From working as an engineer on System Of A Down’s 1998 debut to producing Spiderbait’s Tonight Alright in 2004, Massy has had a rather storied career, though it was her work with Tool in the early ’90s that arguably brought her to the mainstream, and made her make a rather huge professional decision in the process.

Having worked with comedy-rockers Green Jellÿ (then known as Green Jellö) in 1991, Massy begun to get introduced to a litany of other rock bands in the Los Angeles music scene at the time.

Check out ‘Three Little Pigs’ by Green Jellÿ:

YouTube VideoPlay

“Another local band named Tool had been playing at a Hollywood dive bar called Raji’s and labels were starting to take notice,” Massy explained to Grammy. “They were raw and exciting with progressive arrangements and intense polyrhythms.

“As it turned out, both Green Jellö and Tool had the same drummer: Danny Carey.”

“I had been working with Prince during that year and he had just offered me a job at Paisley Park, but I wanted to do the Tool record,” she explained, referring to Prince’s Graffiti Bridge and Diamonds And Pearls albums.

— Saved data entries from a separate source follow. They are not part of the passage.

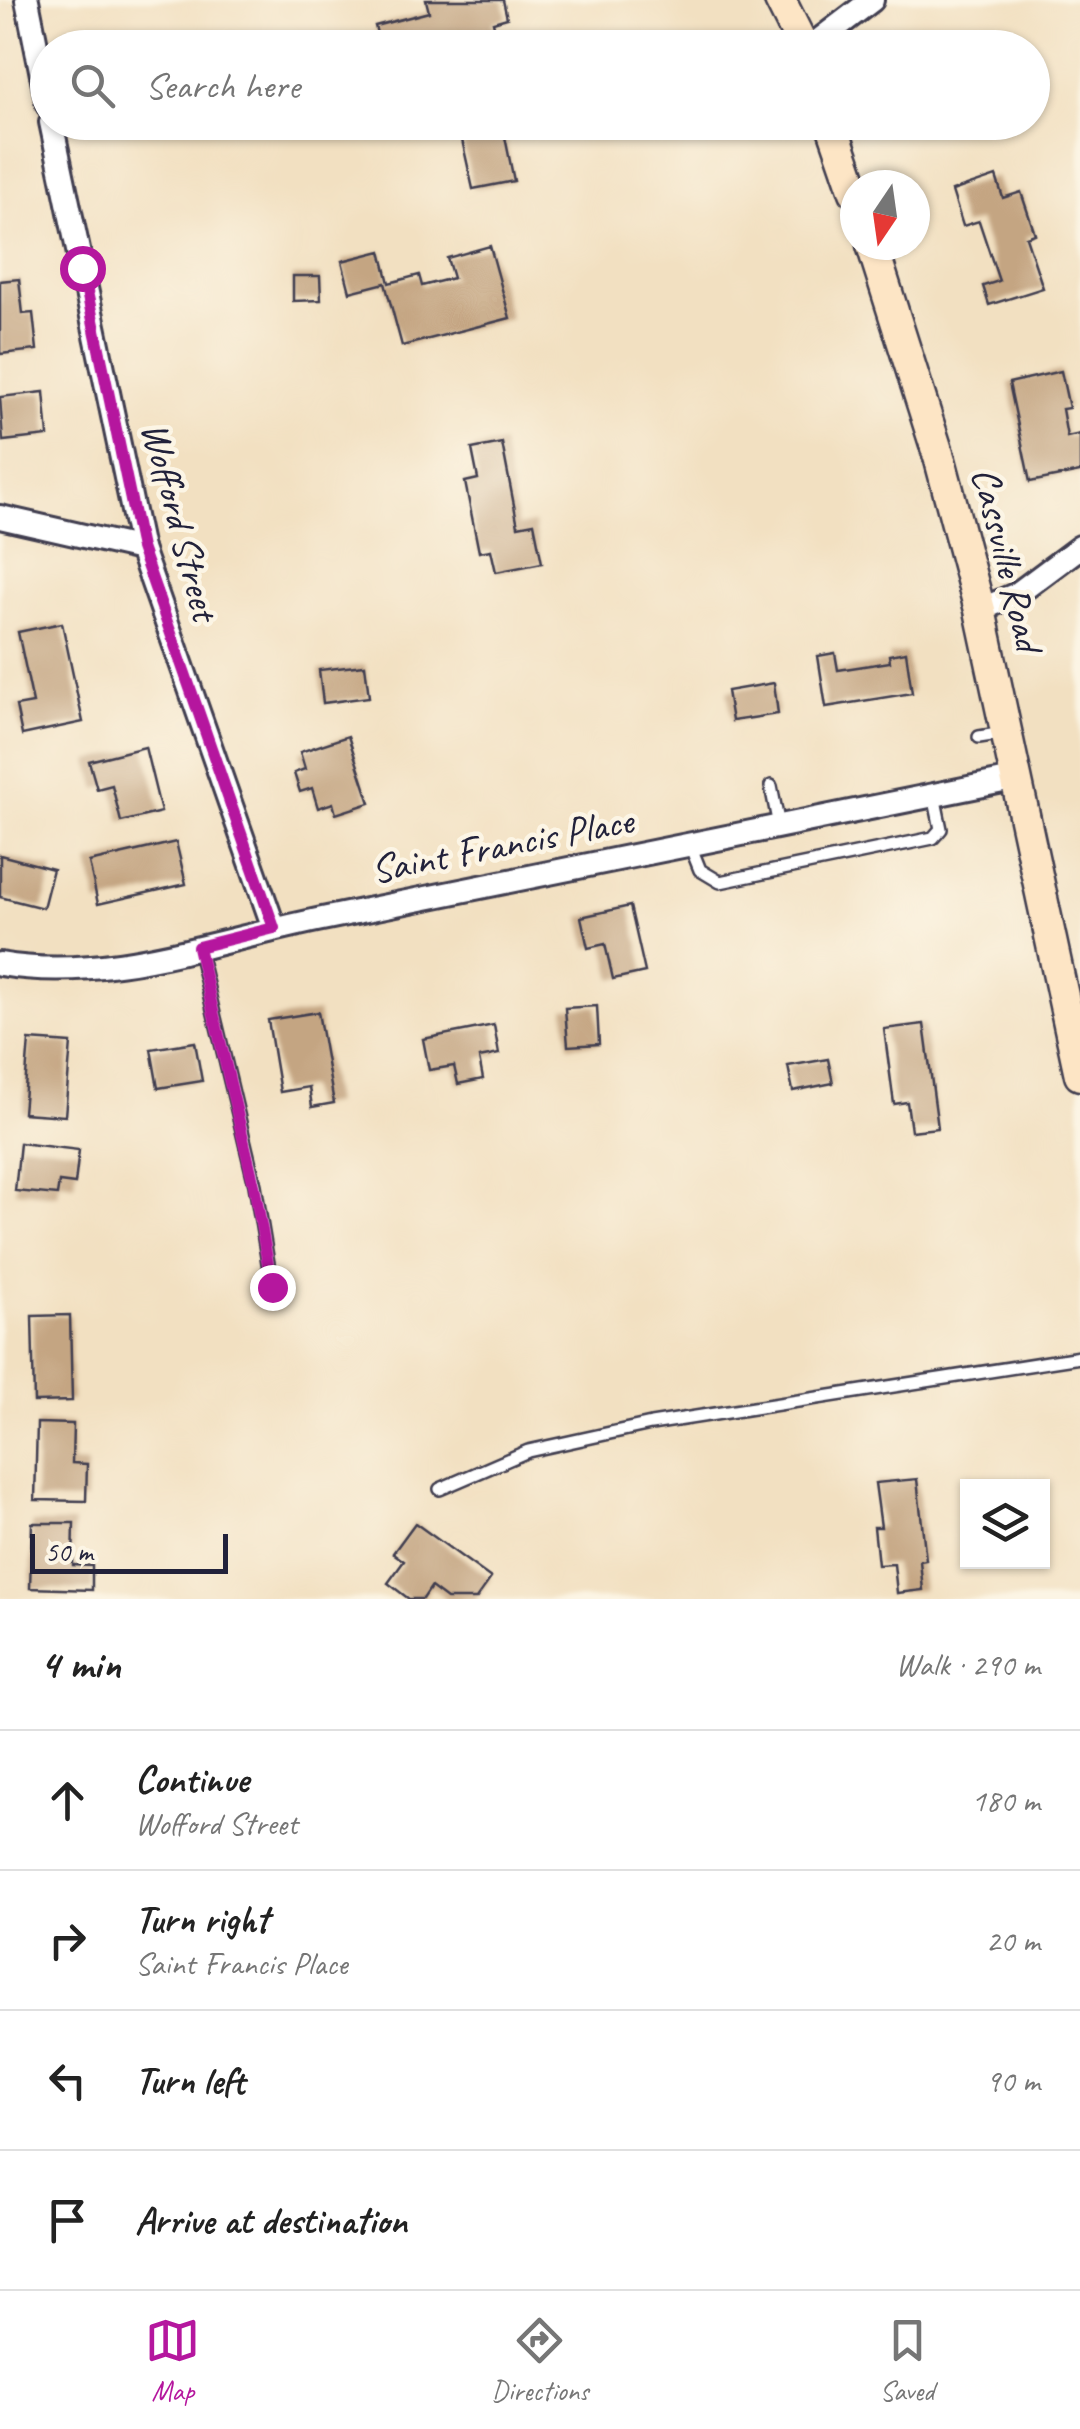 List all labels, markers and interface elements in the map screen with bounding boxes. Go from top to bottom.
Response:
search box [30,30,1050,140]
icon: search [65,58,120,113]
text: Search here [145,62,300,109]
north arrow [840,170,930,260]
route start [60,246,106,292]
street label: Wofford Street [130,416,231,629]
street label: Cassville Road [960,462,1055,661]
street label: Saint Francis Place [367,795,640,895]
route end [250,1265,296,1311]
map controls [960,1479,1050,1569]
button: layers [960,1479,1050,1569]
scale bar [30,1529,228,1574]
text: 50 m [45,1534,93,1569]
text: 4 min [40,1638,120,1691]
text: Walk · 290 m [896,1644,1040,1685]
text: Continue [135,1756,249,1803]
icon: ahead [40,1773,95,1828]
text: 180 m [971,1780,1040,1821]
text: Wofford Street [135,1803,298,1844]
text: Turn right [135,1896,269,1943]
icon: right [40,1913,95,1968]
text: 20 m [986,1920,1040,1961]
text: Saint Francis Place [135,1943,347,1984]
icon: left [40,2053,95,2108]
text: Turn left [135,2057,245,2104]
text: 90 m [986,2060,1040,2101]
icon: arrive [40,2193,95,2248]
text: Arrive at destination [135,2197,407,2244]
tab: Map [145,2313,200,2408]
tab: Directions [491,2313,589,2408]
tab: Saved [880,2313,935,2408] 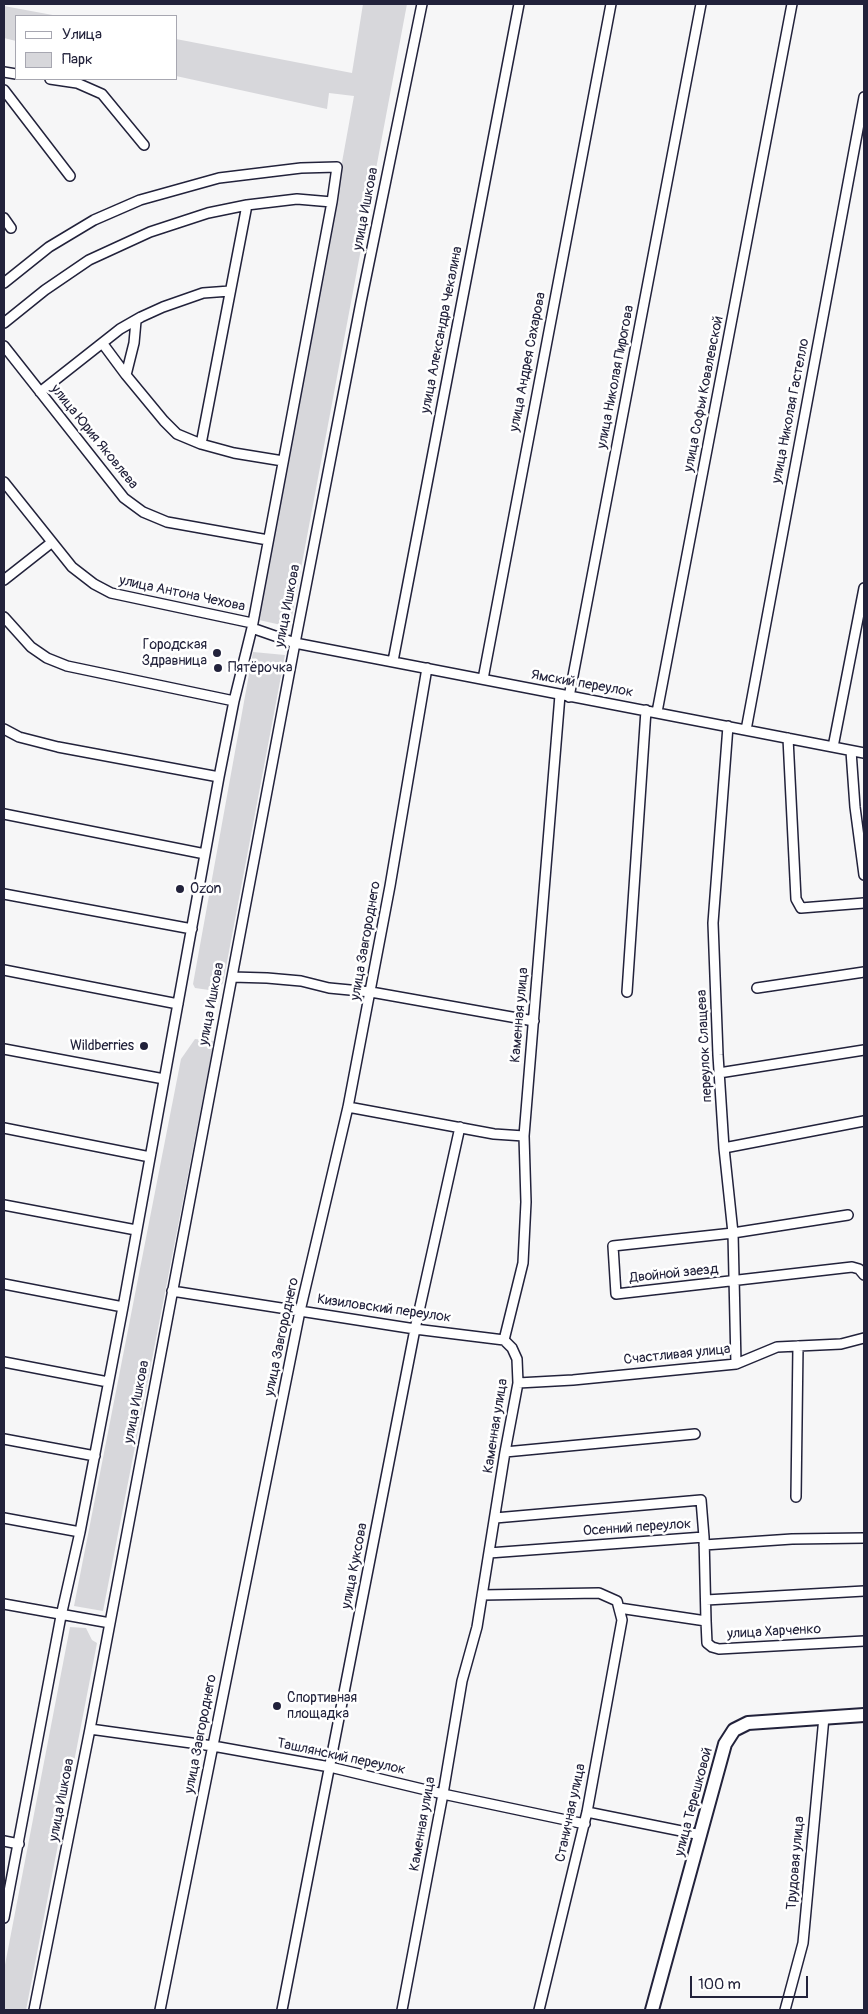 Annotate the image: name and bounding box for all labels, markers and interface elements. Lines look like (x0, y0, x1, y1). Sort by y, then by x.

“I had to make a choice, so I turned Prince down. I knew Tool was an important band, and the album Undertow would be their big breakthrough.”

As Massy explained, many of her suggestions for the band’s sound on the album were taken onboard, including destroying two pianos with “sledgehammers and a shotgun” for ‘Disgustipated’, but when it came to trimming the excess time from the front of ‘Intolerance’, she was told to “fuck off.”

“Tool was a fantastic live band, and my biggest challenge was to capture the live energy in a studio setting, so generally during the first recordings I was just letting them do their thing,” Massy continued.

“However, on Undertow as we started pre-production in rehearsals, I could see them getting stuck with some songwriting challenges so I stepped in as a tie-breaker.

“They knew I was not there to change their music, just enhance it. Some of my suggestions were accepted and some were rejected, and I am always OK with that.”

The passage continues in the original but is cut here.